My thoughts would be 1 total combined system curve if the 8 pumps have nearly identical connections, such that bringing pumps on or offline doesn't really introduce any new losses. An exception might be where you have 4 pumps in parallel in one cluster, and then you have a second auxilliary cluster some distance away - still arranged in parallel - but where adding any of these extra pumps introduces additional friction or minor losses that are a lot different than the first four. In this case, you might need to create several different system curves, one for each combination of clusters being in use (probably 3 curves in this case, if only cluster A active, only cluster B, or both A and B). The larger your plant, and smaller the differences between the runs to each pump, more likely these differences will be negligible.

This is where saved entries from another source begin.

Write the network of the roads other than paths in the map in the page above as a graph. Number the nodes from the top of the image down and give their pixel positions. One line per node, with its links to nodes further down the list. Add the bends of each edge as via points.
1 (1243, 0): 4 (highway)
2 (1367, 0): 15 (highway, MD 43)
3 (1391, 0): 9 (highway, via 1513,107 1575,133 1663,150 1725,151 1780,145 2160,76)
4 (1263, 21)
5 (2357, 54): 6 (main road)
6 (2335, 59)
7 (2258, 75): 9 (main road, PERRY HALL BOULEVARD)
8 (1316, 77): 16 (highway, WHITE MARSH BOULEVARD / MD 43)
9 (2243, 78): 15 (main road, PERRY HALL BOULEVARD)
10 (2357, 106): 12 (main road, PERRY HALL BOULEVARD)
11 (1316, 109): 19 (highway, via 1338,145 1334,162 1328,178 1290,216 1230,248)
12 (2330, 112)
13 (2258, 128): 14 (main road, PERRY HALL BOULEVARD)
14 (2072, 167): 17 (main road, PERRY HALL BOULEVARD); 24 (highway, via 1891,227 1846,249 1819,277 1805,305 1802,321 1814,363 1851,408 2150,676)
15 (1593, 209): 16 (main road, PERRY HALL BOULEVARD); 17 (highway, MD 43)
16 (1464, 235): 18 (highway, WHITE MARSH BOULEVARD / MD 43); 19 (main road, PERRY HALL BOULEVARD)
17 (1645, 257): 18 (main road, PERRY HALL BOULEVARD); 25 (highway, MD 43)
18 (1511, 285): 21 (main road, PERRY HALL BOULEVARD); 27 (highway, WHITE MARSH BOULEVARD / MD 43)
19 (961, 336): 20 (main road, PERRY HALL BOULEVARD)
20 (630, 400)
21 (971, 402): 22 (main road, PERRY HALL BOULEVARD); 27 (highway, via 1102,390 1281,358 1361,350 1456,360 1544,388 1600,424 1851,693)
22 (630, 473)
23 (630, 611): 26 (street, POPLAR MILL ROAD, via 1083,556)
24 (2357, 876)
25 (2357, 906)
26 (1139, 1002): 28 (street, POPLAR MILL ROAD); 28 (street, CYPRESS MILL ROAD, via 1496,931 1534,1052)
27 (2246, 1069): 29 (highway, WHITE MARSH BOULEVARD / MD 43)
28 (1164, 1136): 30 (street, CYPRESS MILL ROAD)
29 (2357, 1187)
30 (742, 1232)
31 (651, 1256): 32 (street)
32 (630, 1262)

@@BrianBernardEngineering Perfect explanation. You even guessed right; it is a cluster of 4 pumps. I will definitely work on it now with this information in mind. Thank you so much and I truly hope you the best of times.
Actually, we were given an equation to estimate f from Nevers' fluid mechanics book: f = 0.001375[1+(20000*e/D+10^6/Re)^1/3] It's easy to use on Excel. But I wonder if it's preferrable over Moody diagram during exams
Main thing with that equation is that it has limits to only be used within a specified range of Reynold's number, and specified range of roughness - but if you are in that range, go for it :). For iterative solutions, equation will save a lot of time compared to the diagram. But for students just starting out, getting comfortable using the diagram isn't a bad thing, even if there are other ways that may be faster, so that's why I use the diagram in this video, extra practice.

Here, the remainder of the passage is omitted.